The avian influenza epidemic and preparedness for pandemic influenza, along with a number of publicised influenza-associated deaths in the 2007 influenza season,1 have focused considerable attention on surveillance of influenza. In all Australian jurisdictions except South Australia laboratory-confirmed influenza is a notifiable disease, and surveillance for influenza-like illness (ILI) in the community, using general practitioner (GP) sentinel surveillance, is established in many Australian states and territories.2 Syndromic surveillance of Emergency Departments (ED) has also been established in a number of Australian jurisdictions. In New South Wales, the well established Ed surveillance system is utilised in the place of a sentinel GP system.3 ED syndromic surveillance has often been established as part of bioterrorism preparedness, and a wealth of literature is available, predominantly from the United States of America (USA).4 Syndromic surveillance can provide timely alerts of increased incidence of influenza in the population through identification and counts of triage text indicative of ILI, and counts of diagnosis codes related to influenza.5 However, data collection does not generally extend into the hospital for admitted patients. Currently, assessment of discharge diagnosis codes for ILI occurs retrospectively as data are not available in a timely fashion.2,6
Thus our understanding of influenza admission rates and burden on hospitals is limited. International studies have analysed retrospective hospitalisation data to document the burden of influenza, however many focus on laboratory-confirmed influenza in children, which will underestimate the burden of disease.7–9 Some studies, including one from New South Wales,10 have sought to estimate the true burden of paediatric influenza related hospitalisation, however different methods provide different results. Routine sentinel surveillance in hospitals not only has the potential to increase our understanding of the burden of influenza and/or ILI-related hospitalisations, but to provide timely data for action for infection control practitioners (ICP) and to provide surveillance experience and systems that may be of use during a pandemic. We sought to review inpatient surveillance for influenza or ILI in comparable countries in order to inform approaches to this surveillance in Victoria.
Searches of MEDLINE were last conducted in September 2007 utilising the terms 'surveillance AND (hospital OR hospitalisation) AND influenza'. Articles were excluded if it was clear that the focus of the title or abstract was not influenza surveillance (or syndromic surveillance including influenza-like illness) or hospital-based. Articles under the 'Related Links' heading were examined where the title and abstract suggested the article could be relevant. Searches were carried out with Google using the same terms to identify any surveillance measures detailed on the Internet but not yet published in peer-reviewed literature.
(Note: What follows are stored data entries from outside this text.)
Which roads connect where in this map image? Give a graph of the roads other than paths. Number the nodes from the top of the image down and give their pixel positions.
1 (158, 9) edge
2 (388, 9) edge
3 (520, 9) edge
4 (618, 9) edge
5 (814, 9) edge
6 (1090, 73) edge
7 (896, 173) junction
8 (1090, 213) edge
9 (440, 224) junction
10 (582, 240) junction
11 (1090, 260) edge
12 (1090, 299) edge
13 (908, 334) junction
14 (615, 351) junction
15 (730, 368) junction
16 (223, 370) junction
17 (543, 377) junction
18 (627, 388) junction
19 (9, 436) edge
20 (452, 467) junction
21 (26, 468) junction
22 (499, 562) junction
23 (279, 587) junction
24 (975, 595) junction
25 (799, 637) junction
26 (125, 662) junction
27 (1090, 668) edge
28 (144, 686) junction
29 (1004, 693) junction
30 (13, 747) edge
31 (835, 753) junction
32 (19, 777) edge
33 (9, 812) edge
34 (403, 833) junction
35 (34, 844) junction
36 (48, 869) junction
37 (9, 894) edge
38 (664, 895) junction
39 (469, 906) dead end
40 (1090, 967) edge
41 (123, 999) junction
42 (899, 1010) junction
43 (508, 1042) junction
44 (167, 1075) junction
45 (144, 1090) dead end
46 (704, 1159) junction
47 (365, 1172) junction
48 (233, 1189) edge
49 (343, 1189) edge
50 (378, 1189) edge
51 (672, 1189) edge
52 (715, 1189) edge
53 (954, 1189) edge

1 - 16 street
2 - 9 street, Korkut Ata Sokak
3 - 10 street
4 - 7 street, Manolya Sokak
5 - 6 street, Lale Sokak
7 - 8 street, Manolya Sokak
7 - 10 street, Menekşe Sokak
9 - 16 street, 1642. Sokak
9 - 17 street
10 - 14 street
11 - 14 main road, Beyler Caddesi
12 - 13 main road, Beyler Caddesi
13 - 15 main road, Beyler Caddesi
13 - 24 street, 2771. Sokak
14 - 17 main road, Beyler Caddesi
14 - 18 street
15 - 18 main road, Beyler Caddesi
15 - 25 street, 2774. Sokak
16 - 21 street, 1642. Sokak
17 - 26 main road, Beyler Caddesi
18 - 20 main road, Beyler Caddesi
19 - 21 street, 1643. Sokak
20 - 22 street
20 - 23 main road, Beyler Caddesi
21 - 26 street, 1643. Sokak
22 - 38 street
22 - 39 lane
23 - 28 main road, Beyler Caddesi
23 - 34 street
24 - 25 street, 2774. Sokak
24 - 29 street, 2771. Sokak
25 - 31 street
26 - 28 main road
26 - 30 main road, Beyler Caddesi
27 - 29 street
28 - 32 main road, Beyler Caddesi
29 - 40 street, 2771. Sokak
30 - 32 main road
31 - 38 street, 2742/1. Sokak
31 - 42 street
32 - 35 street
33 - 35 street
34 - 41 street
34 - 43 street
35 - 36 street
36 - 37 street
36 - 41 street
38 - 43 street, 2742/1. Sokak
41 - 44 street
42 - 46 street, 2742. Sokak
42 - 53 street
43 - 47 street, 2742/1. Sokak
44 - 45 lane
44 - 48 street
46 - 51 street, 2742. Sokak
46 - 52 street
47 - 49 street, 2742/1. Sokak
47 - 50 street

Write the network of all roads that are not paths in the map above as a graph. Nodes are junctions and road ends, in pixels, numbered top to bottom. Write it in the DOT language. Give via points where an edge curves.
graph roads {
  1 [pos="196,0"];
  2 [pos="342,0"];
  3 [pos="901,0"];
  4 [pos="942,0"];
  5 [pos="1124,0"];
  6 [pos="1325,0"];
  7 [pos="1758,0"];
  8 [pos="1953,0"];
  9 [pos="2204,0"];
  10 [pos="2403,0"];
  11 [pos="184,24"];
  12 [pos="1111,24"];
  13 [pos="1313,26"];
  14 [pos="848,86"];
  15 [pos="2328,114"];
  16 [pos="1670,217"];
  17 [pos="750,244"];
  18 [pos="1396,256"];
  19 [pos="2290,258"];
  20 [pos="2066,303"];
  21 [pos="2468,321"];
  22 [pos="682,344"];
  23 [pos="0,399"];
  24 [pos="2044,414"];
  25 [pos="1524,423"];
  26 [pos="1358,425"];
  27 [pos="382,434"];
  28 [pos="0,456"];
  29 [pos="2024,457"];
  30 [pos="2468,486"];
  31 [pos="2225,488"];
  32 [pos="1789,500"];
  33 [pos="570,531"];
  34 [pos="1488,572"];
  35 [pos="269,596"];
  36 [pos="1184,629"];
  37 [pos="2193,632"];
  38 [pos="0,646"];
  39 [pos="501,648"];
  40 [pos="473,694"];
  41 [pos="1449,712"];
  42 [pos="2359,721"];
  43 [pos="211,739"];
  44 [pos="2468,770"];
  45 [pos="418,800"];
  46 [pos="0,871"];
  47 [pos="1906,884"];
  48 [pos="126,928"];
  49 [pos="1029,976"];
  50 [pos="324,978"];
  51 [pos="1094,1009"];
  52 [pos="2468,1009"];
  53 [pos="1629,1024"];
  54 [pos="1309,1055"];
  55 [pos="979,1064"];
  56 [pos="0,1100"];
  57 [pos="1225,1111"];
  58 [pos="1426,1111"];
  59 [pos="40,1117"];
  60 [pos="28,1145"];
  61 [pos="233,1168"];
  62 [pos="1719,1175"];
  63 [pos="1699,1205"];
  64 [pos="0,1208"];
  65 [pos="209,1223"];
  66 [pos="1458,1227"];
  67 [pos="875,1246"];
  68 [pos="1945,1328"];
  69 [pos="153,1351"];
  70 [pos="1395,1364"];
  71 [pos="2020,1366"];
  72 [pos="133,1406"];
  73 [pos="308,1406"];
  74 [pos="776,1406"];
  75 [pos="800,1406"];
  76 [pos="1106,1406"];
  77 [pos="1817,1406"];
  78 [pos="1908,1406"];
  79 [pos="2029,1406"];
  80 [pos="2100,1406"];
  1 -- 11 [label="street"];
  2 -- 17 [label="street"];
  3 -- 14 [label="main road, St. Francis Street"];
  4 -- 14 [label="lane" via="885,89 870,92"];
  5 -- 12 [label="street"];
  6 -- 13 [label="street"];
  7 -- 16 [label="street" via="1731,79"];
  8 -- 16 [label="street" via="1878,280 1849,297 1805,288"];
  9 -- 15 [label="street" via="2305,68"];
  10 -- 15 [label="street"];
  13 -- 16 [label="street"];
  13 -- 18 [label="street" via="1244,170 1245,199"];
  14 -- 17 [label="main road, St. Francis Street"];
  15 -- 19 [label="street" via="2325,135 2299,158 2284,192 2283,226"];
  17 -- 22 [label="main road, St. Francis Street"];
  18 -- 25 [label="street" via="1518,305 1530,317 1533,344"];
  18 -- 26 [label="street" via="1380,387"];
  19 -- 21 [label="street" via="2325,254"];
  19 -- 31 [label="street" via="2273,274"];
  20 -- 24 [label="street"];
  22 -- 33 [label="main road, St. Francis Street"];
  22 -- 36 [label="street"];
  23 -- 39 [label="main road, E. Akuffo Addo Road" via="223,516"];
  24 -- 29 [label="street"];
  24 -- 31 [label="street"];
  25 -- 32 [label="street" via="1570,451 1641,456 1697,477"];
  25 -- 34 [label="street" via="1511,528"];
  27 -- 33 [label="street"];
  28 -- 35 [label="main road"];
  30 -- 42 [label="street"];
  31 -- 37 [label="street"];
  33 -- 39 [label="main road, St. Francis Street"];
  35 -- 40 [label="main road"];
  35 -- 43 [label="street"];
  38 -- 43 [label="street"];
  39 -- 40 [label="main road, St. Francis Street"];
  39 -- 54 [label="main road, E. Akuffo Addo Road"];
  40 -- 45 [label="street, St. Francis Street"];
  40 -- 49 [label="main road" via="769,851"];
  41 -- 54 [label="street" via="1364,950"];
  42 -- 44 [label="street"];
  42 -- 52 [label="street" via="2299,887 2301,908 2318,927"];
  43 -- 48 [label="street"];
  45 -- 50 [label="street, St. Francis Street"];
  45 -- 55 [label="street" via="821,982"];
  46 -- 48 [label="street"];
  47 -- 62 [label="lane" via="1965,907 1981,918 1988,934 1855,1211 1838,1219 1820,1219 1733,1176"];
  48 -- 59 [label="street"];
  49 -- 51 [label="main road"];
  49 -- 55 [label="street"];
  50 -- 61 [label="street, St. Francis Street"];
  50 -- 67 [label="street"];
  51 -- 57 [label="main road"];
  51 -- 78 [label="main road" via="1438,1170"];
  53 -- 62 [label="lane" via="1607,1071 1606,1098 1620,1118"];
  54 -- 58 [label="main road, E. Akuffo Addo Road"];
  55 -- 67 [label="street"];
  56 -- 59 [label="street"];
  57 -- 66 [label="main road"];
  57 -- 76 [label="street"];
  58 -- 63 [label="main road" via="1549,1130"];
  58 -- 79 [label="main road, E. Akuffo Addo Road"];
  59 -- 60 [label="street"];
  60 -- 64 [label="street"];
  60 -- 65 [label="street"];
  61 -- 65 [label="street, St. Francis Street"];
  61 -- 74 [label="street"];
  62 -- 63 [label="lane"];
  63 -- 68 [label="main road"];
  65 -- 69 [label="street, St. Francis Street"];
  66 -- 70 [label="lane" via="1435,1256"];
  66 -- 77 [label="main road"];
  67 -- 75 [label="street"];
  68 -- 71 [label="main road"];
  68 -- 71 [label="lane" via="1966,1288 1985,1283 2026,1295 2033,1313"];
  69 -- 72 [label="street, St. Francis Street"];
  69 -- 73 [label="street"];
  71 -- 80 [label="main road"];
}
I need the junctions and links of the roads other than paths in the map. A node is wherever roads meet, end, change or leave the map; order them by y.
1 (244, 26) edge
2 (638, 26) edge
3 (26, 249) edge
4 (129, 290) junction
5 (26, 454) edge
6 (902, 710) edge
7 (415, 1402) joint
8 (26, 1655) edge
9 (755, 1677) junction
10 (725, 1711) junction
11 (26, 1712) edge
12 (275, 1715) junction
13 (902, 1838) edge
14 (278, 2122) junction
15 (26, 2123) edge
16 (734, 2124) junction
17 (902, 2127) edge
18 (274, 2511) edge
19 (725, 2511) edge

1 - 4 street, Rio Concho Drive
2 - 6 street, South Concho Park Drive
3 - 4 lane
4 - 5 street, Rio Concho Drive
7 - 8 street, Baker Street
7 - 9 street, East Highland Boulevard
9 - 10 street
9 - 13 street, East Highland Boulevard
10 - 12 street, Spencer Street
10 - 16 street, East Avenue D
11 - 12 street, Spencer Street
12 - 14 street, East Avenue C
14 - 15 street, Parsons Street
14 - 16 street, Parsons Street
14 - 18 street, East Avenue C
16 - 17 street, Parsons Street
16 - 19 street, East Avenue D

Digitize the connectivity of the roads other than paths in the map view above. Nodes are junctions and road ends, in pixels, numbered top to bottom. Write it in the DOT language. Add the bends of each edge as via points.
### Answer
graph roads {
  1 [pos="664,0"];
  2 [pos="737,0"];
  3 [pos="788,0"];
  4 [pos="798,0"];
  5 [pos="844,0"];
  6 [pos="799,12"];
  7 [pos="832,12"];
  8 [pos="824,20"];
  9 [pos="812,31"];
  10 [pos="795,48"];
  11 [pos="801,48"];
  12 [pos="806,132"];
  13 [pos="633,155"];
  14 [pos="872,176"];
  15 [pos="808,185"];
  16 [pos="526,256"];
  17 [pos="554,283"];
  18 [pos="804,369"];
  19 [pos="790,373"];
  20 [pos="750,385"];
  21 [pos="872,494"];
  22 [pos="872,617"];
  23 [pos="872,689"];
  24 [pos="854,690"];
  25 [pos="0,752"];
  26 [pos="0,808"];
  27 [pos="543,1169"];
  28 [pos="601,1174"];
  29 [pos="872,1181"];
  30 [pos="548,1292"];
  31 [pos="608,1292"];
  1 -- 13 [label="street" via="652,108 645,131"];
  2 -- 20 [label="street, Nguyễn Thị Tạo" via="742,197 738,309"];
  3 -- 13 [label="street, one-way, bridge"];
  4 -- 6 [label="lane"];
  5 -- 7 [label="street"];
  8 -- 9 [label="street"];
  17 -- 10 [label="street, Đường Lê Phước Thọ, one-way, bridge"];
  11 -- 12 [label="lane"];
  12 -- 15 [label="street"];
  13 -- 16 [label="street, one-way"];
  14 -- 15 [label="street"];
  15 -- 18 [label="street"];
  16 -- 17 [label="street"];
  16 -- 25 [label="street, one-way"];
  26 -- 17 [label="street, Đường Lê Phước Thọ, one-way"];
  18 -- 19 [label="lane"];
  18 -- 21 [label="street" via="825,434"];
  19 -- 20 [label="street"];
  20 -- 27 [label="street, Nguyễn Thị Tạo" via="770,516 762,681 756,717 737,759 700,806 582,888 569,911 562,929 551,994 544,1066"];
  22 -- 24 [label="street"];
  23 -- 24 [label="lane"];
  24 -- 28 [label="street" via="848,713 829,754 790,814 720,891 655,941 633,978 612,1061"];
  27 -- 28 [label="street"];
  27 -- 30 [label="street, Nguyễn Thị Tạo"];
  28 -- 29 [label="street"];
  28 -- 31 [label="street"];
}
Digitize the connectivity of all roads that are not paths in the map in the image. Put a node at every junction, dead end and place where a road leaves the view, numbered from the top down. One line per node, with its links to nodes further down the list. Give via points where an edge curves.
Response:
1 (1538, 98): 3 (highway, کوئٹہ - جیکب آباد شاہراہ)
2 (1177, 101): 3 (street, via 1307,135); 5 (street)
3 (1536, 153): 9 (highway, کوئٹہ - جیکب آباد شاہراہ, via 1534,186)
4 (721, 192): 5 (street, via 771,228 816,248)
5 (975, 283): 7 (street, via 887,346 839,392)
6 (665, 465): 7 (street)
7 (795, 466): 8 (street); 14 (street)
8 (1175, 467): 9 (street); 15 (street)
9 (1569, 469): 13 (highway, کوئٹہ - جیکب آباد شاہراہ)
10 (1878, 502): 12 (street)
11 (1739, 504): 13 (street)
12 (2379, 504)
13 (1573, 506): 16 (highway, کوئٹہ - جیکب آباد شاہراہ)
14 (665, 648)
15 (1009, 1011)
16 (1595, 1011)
Approaches to in-hospital surveillance for influenza
Twenty-three articles describing surveillance of influenza, or influenza-like illness, in hospitalised patients were found. Importantly, most articles do not evaluate attributes of system operation such as timeliness, completeness of reporting, or actual costs.
Active influenza surveillance systems with specific study personnel
In Canada, surveillance of laboratory-confirmed influenza among both paediatric and adult admissions has utilised two systems, Immunization Monitoring Program ACTive (IMPACT) and the Toronto Invasive Bacterial Diseases Network (TIBDN). IMPACT is a national paediatric hospital-based active surveillance network for adverse events following immunisation, vaccine failures and selected vaccine preventable diseases in children aged less than 16 years.11 The network involves 12 Canadian centres, representing about 90% of all tertiary care paediatric beds in Canada. These hospitals routinely perform viral diagnostic tests on children admitted with acute respiratory symptoms. Each IMPACT centre has a designated part time nurse who reviews medical records of children with laboratory-confirmed influenza to determine whether influenza was the cause of admission and, if so, to collect specific data.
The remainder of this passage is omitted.